Öz Habur Tur'a vardım. Seyahat acentasından ziyade toptancı deposuna benziyordu. İçerde onlarca sahibini bekleyen bulgur çuvalı ve peynir tenekesi vardı. Muhatap olmak istediğim gişeci telefonla konuşuyordu. Karaboğa Gıda'nın verdiği takvim Mardin'in turistik fotoğraflarıyla birlikte Habur Tur'un duvarlarını süslüyordu. İçerisi dardı ve sürekli el arabalarıyla eşya taşıyıcılar geçiyordu. Bulgur çuvallarının ve peynir tenekelerinin üzerinde tükenmez kalemle gelir düzeyi ciddiye alınmayacak semtlerin ismi yazılıydı. Adam telefonu kapattı ve ne istediğimi sormadı. Bir çözüm için bulunmuyordu orda ve şirketin menfaatleri umrunda değildi. Dün öğlen saatlerinde Mardin'den çıkan otobüsün gelip gelmediğini sordum. Gişeci peynir tenekelerini düzelten adama Kürtçe seslenerek otobüsün nerde kaldığını sordu ve bana Türkçe otobüsün rötar yaptığını ve 1 saat sonra burada olacağını söyledi. Adamla Kürtçe konuşarak teşekkür ettim. Adamın Kürt olduğundan emin olduğum halde önce Türkçe konuştum. Birinin Kürt olduğundan emin değilsem önce Türkçeyle "Kürt müsün" diye sorarım sonra Kürtçe konuşurum eğer eminsem  aynı soruyu Kürtçe "Tu Kurmanci" dedikten sonra Kürtçe konuşurum. "Türkiye'de Kürt olmak" temalı bir hikaye anlatmadığım için "Yaşasın anadilinde eğitim" diyerek konuyu kapatıyorum. Üst katı gösteren bekleme salonu tabelasını takip ederek bulgur çuvallarının arasından yukarı çıktım.

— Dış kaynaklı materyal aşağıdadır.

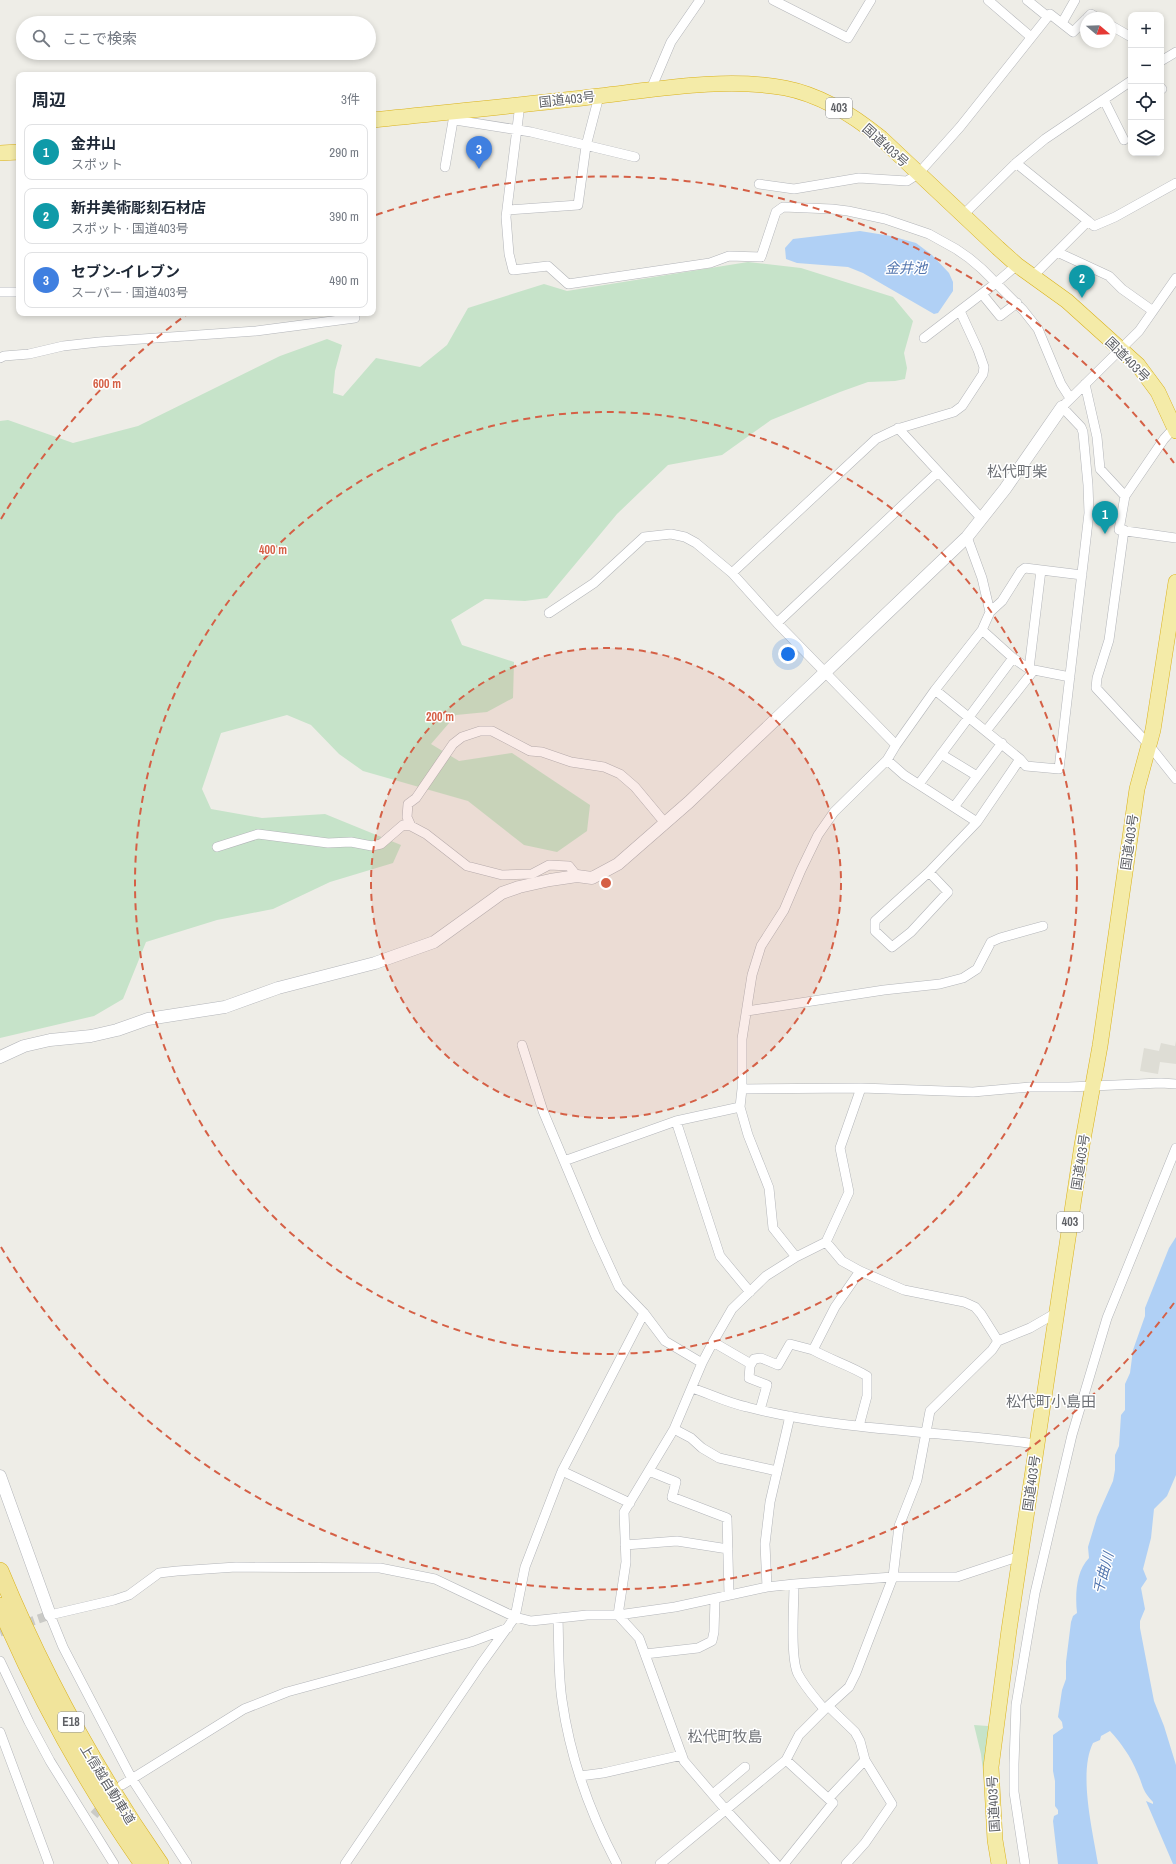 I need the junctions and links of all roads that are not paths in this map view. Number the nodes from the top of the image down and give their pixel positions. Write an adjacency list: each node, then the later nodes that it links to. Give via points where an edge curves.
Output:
1 (700, 0): 16 (street, via 671,42)
2 (773, 0): 3 (street, via 848,38)
3 (871, 0)
4 (988, 0): 12 (street)
5 (1027, 0): 7 (street)
6 (1075, 0): 8 (street)
7 (1048, 17): 8 (street, via 1050,14); 12 (street)
8 (1062, 23): 9 (street, via 1072,32)
9 (1080, 25)
10 (1116, 28): 11 (street)
11 (1128, 35)
12 (1031, 38): 30 (street, via 960,127)
13 (1176, 52): 14 (street)
14 (1164, 57)
15 (1128, 83): 18 (street)
16 (651, 90): 17 (highway, 国道403号 / 403); 30 (highway, 国道403号 / 403, via 736,84 787,89 813,96 861,122)
17 (598, 96): 19 (highway, 国道403号 / 403); 24 (street)
18 (1104, 100): 23 (street); 28 (street, via 1045,139)
19 (520, 104): 20 (highway, 国道403号 / 403); 22 (street)
20 (454, 116): 21 (highway, 国道403号 / 403); 22 (street); 29 (street)
21 (376, 120)
22 (517, 130): 24 (street); 33 (street)
23 (1124, 140)
24 (586, 146): 27 (street); 33 (street, via 578,205)
25 (16, 152): 26 (highway)
26 (0, 153)
27 (636, 157)
28 (1016, 163): 34 (street); 35 (street)
29 (446, 167)
30 (918, 174): 32 (street, via 907,180 859,178 794,189); 34 (highway, 国道403号 / 403)
31 (1176, 183): 35 (street, via 1094,226)
32 (759, 184)
33 (507, 210): 40 (street, via 509,254 513,270 548,266 568,284 710,263 729,256 761,257 776,212 783,207 848,211 918,230 956,249)
34 (963, 215): 37 (highway, 国道403号 / 403)
35 (1088, 221): 36 (street)
36 (1057, 252): 38 (street); 46 (street, via 1109,276 1126,293)
37 (1017, 265): 38 (highway, 国道403号 / 403); 40 (street)
38 (1032, 276): 49 (highway, 国道403号 / 403, via 1067,301)
39 (1176, 278): 46 (street)
40 (996, 283): 43 (street); 44 (street)
41 (0, 292): 42 (street)
42 (16, 292)
43 (982, 294): 44 (street, via 1000,316); 45 (street)
44 (1017, 303): 52 (street, via 1038,329 1061,384)
45 (960, 311): 48 (street); 54 (street, via 983,361 983,374 962,406 954,412)
46 (1153, 311): 49 (street)
47 (354, 316): 50 (street, via 355,318 271,329 63,346)
48 (924, 338)
49 (1121, 350): 51 (street); 55 (highway, 国道403号 / 403, via 1149,379 1166,406)
50 (0, 358)
51 (1085, 384): 52 (street); 57 (street, via 1097,437 1100,469)
52 (1070, 398): 53 (street)
53 (1062, 408): 58 (street); 64 (street, via 1081,427 1084,440 1089,513)
54 (898, 428): 56 (street); 63 (street, via 876,439)
55 (1175, 429): 57 (street, via 1164,439)
56 (938, 472): 58 (street); 68 (street)
57 (1125, 496): 59 (street, via 1120,530)
58 (982, 520): 60 (street)
59 (1124, 530): 61 (street); 78 (street, via 1112,628 1096,688)
60 (967, 536): 67 (street, via 982,578); 72 (street)
61 (1176, 538)
62 (1041, 570): 64 (street); 67 (street, via 1025,568 1021,571 1002,601); 71 (street)
63 (732, 573): 66 (street, via 690,540 671,534 657,534 644,537 594,583); 68 (street)
64 (1082, 575): 73 (street)
65 (1176, 582): 78 (highway, 国道403号 / 403)
66 (549, 612)
67 (990, 612): 69 (street)
68 (777, 623): 72 (street)
69 (982, 630): 70 (street); 74 (street)
70 (1013, 658): 71 (street); 75 (street)
71 (1032, 669): 73 (street); 76 (street)
72 (825, 672): 79 (street); 87 (street)
73 (1070, 677): 81 (street, via 1059,768 1026,766)
74 (935, 690): 75 (street); 79 (street)
75 (969, 716): 76 (street); 80 (street)
76 (986, 731): 77 (street)
77 (1002, 743): 81 (street); 83 (street)
78 (1149, 744): 84 (street); 98 (highway, 国道403号 / 403, via 1137,789)
79 (896, 745): 82 (street)
80 (941, 754): 83 (street); 85 (street)
81 (1020, 759): 88 (street)
82 (887, 760): 85 (street); 94 (street, via 834,812 818,835 784,910 761,946 752,975)
83 (977, 776): 86 (street)
84 (1176, 779)
85 (919, 784): 86 (street)
86 (954, 807): 88 (street)
87 (665, 822): 89 (street, via 635,787 620,774 604,767 571,762 542,752 530,751 492,731 480,731 453,744 419,793 408,804 407,817); 92 (street, via 618,864 592,878)
88 (977, 822): 91 (street)
89 (411, 826): 90 (street, via 403,825 381,844 372,846 258,834); 92 (street, via 426,834 467,866 502,875 532,874 549,866 570,866)
90 (217, 847)
91 (930, 872): 91 (street, via 875,921 875,931 892,947 911,932 948,892)
92 (577, 876): 96 (street, via 519,887 502,894 434,942 375,963 278,988 225,1008 148,1019 91,1036 50,1040 24,1046)
93 (1043, 926): 94 (street, via 991,942 977,969 963,978 940,984)
94 (747, 1011): 100 (street, via 742,1039)
95 (522, 1045): 104 (street, via 543,1111)
96 (0, 1057)
97 (1176, 1084): 98 (street)
98 (1093, 1086): 99 (street, via 1030,1087 973,1092); 110 (highway, 国道403号 / 403)
99 (860, 1088): 100 (street); 105 (street, via 840,1148 850,1192)
100 (742, 1089): 101 (street)
101 (740, 1107): 102 (street); 106 (street, via 769,1188 773,1228)
102 (676, 1121): 104 (street); 108 (street, via 720,1256)
103 (1176, 1148): 171 (street, via 1107,1318 1072,1435 1035,1594 1016,1705 1014,1792)
104 (564, 1161): 109 (street, via 619,1287)
105 (826, 1242): 106 (street); 107 (street, via 842,1261)
106 (796, 1257): 108 (street, via 766,1276)
107 (860, 1271): 111 (street, via 904,1290 964,1302 975,1307); 113 (street, via 835,1307)
108 (750, 1292): 112 (street, via 732,1309)
109 (644, 1313): 114 (street, via 665,1341); 123 (street)
110 (1056, 1313): 111 (street, via 1030,1328); 122 (highway, 国道403号 / 403)
111 (998, 1341): 121 (street, via 930,1411)
112 (713, 1342): 114 (street); 115 (street)
113 (813, 1350): 115 (street, via 790,1344 778,1365 761,1358); 119 (street, via 868,1376)
114 (702, 1363): 116 (street)
115 (751, 1364): 117 (street, via 749,1378 767,1385)
116 (692, 1388): 117 (street); 120 (street)
117 (760, 1410): 118 (street)
118 (790, 1416): 119 (street); 125 (street)
119 (859, 1426): 121 (street)
120 (674, 1429): 124 (street); 125 (street, via 692,1438 702,1448 719,1458)
121 (926, 1433): 122 (street); 132 (street, via 917,1480 899,1526)
122 (1036, 1444): 130 (highway, 国道403号 / 403)
123 (562, 1471): 127 (street); 140 (street, via 525,1567)
124 (650, 1471): 127 (street); 129 (street, via 676,1482 672,1497 727,1518)
125 (777, 1471): 134 (street, via 765,1544)
126 (0, 1476): 138 (street)
127 (630, 1503): 128 (street, via 624,1512)
128 (625, 1545): 129 (street, via 677,1541); 139 (street, via 626,1562)
129 (728, 1549): 135 (street)
130 (1020, 1556): 132 (street, via 957,1578); 170 (highway, 国道403号 / 403, via 991,1767 994,1840)
131 (0, 1571): 162 (highway, 上信越自動車道 / E18, via 46,1673 75,1729 119,1804)
132 (893, 1577): 133 (street); 145 (street, via 849,1687)
133 (794, 1584): 134 (street); 145 (street, via 794,1656 797,1673 809,1692)
134 (767, 1587): 135 (street)
135 (729, 1595): 136 (street)
136 (715, 1598): 139 (street); 143 (street, via 712,1641 698,1648)
137 (0, 1606): 161 (highway, 上信越自動車道 / E18, via 60,1731)
138 (50, 1615): 140 (street, via 129,1595 159,1573 236,1567 356,1567 385,1569 435,1580); 152 (street, via 63,1647)
139 (618, 1615): 141 (street); 143 (street, via 639,1638)
140 (515, 1617): 141 (street, via 531,1622); 142 (street)
141 (558, 1618): 151 (street, via 565,1721)
142 (508, 1628): 152 (street, via 471,1642 287,1692 244,1709); 164 (street)
143 (645, 1654): 147 (street)
144 (0, 1661): 158 (street, via 29,1722)
145 (826, 1707): 148 (street, via 799,1735); 149 (street, via 858,1736)
146 (0, 1732): 159 (street)
147 (682, 1755): 151 (street); 154 (street, via 684,1761)
148 (786, 1760): 155 (street); 156 (street)
149 (865, 1760): 155 (street); 169 (street, via 892,1804)
150 (744, 1767): 154 (street)
151 (580, 1776): 165 (street, via 591,1811)
152 (132, 1779): 153 (street); 163 (street)
153 (122, 1785)
154 (713, 1794): 156 (street)
155 (829, 1798): 168 (street, via 833,1803)
156 (726, 1810): 166 (street); 167 (street)
157 (94, 1815): 158 (street)
158 (88, 1824): 160 (street)
159 (49, 1864)
160 (114, 1864)
161 (143, 1864)
162 (160, 1864)
163 (188, 1864)
164 (345, 1864)
165 (617, 1864)
166 (660, 1864)
167 (776, 1864)
168 (784, 1864)
169 (846, 1864)
170 (999, 1864)
171 (1025, 1864)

Halam ilk defa İstanbul'a geliyordu ve Türkçesi yok gibiydi. Var gibi olan kısmı da bir işe yaramıyordu. Beni bulamamaktan çok korkuyordu. Mardin'den çıkmadan önce rahat olmasını ve Öz Habur Tur'un ofisinde kendisini bekliyor olacağımı söylemiştim. Ama şimdi ben de korkuyordum. Bulgur çuvallarından oluşan labirentin içinde onu bulamayabilirdim.
Bekleme salonunda sadece ihtiyar bir adam vardı. İhtiyar bir otobüsten ziyade ölümü bekliyor gibiydi. Beni görünce uzun uzun bakmaya başladı. İhtiyarın bakışlarından uzun süredir tek başına burada oturduğunu anladım. İhtiyara selam verdim, az kalan sayılı nefesiyle selamıma karşılık vermeye çalışıyordu. "Aleykümselam" kelimesini  "Alkslm" olarak çıkarmıştı ağzından. Konuşmayı unutmuş muydu yoksa.

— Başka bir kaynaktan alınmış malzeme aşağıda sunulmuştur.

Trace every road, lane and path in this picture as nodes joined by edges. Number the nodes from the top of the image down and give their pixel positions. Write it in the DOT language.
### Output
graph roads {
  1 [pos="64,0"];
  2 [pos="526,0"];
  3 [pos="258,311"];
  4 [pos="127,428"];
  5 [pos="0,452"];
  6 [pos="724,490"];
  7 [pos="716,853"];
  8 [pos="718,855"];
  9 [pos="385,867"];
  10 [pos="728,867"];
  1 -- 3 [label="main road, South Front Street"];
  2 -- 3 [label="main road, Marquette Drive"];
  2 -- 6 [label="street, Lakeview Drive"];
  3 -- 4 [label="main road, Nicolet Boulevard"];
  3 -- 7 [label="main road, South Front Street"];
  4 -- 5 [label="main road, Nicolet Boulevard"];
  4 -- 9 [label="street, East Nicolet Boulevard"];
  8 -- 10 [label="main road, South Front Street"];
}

37 ekran eski bir televizyonda haber kanalı açıktı. Kanalda "Türkiye Suriye'ye müdahale etmeli mi"  konulu bir tartışma programı vardı. İhtiyar televizyonu izlemiyordu. Elindeki tespihi çekerek kalan nefesini cennete gitmek için kullanıyordu. Suriye ne ihtiyarın umrundaydı ne de benim. Kanalı değiştirmek için kumandaya bastım. Kanal değişmedi ve mavi bir ekran geldi. Kumanda tuşlarındaki yazılar silindiği için neye bastığımı bilmiyordum ve gittikçe içinden çıkılmaz bir hal alıyordu. İhtiyar paniklemeye başladı. Düzenini bozmuştum. Televizyonu eski haline getirmemi istiyordu. İhtiyarın götlüğü tutmuştu, gıcık olmuştum ona. Neyzen Tevfik'in " Bu gidişle yarağımı gidersin cennete" dizeleri geliyordu aklıma. Tam bu sırada var olduğu idda edilen çaycı geldi. Televizyonu düzeltmesinden ziyade çay içebileceğim için mutlu olmuştum.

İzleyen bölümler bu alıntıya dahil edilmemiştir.